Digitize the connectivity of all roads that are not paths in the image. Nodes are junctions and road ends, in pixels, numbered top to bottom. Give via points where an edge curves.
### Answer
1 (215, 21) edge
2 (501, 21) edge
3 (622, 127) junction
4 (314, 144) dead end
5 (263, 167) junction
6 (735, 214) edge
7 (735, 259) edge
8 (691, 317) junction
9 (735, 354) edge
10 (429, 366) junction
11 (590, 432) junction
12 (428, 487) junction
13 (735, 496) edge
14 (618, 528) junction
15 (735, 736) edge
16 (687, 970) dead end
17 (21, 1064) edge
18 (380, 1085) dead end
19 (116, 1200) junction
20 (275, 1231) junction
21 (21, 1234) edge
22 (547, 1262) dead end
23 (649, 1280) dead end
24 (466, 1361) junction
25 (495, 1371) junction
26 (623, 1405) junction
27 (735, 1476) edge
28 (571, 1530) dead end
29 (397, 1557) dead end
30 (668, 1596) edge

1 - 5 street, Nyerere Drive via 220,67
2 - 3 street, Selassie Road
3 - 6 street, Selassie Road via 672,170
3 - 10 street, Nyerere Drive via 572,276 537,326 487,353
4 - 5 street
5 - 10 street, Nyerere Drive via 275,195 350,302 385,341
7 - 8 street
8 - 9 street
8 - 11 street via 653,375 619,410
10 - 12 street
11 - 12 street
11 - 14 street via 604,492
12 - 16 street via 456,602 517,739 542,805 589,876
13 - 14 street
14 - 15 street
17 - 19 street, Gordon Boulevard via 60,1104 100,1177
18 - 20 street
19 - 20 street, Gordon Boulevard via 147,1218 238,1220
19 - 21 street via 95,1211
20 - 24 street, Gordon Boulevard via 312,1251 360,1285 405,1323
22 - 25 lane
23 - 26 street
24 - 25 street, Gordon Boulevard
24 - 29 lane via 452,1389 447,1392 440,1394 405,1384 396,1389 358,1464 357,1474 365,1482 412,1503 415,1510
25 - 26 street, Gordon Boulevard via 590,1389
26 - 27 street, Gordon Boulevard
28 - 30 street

--

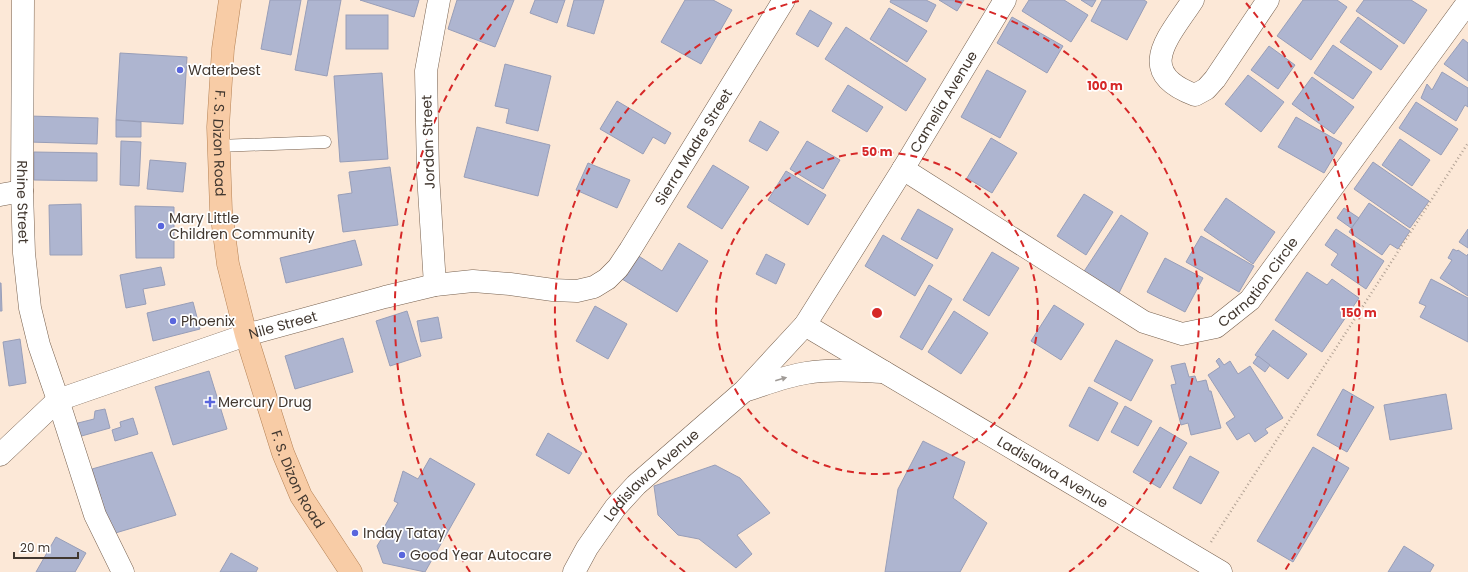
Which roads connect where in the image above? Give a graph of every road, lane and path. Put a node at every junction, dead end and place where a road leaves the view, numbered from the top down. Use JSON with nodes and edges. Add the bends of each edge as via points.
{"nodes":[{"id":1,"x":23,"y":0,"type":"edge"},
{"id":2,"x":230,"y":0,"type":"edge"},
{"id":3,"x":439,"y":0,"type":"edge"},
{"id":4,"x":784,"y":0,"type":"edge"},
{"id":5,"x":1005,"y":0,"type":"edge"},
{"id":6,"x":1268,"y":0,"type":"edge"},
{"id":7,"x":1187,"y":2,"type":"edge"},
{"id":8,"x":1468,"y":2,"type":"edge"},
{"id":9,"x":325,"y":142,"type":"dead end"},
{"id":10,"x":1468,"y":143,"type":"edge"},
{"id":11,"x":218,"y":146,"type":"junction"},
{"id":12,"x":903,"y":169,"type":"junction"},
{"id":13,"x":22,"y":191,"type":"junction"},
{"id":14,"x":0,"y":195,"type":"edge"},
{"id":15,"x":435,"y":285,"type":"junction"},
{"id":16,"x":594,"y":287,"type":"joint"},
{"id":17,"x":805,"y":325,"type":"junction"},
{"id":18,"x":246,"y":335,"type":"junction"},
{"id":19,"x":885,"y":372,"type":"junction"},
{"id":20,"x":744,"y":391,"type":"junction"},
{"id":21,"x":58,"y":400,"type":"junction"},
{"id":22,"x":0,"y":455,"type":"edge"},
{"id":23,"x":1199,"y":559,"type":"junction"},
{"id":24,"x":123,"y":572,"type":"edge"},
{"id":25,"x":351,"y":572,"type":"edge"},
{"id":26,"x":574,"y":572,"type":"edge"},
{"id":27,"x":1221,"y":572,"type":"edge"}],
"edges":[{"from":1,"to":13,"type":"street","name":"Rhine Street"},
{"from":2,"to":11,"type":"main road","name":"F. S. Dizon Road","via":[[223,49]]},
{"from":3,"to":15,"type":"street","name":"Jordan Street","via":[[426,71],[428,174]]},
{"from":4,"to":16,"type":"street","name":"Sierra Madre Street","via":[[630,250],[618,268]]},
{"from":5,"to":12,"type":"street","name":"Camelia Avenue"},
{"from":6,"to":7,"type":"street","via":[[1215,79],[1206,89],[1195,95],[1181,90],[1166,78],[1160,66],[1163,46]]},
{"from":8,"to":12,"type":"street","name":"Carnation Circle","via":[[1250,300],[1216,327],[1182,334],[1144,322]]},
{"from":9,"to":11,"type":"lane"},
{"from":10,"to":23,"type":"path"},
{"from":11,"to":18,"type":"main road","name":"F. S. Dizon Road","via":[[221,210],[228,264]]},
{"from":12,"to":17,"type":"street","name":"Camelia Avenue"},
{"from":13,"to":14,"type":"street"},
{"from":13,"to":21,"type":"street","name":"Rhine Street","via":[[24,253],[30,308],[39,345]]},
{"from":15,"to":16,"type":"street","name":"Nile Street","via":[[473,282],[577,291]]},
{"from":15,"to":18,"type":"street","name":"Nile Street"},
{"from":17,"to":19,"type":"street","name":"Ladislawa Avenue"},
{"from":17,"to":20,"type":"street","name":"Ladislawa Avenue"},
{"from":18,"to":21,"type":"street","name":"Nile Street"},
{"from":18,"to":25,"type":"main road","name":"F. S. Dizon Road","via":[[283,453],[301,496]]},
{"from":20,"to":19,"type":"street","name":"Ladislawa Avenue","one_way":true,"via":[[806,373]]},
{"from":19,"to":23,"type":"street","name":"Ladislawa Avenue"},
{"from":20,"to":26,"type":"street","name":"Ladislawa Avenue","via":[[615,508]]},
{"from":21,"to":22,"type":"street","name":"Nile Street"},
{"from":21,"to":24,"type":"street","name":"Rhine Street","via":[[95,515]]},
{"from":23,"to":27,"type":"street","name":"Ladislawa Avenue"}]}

--

→ Task goal:
Filter the records for the word "dead" and show every line that has it.

→ Solution below:
4 (314, 144) dead end
16 (687, 970) dead end
18 (380, 1085) dead end
22 (547, 1262) dead end
23 (649, 1280) dead end
28 (571, 1530) dead end
29 (397, 1557) dead end
Which roads connect where in the image above? Give a graph of every road, lane and path. Put a node at every junction, dead end and place where a road leaves the view, numbered from the top down. Use JSON with nodes and edges. Add the bends of each edge as via points.
{"id":9,"x":325,"y":142,"type":"dead end"},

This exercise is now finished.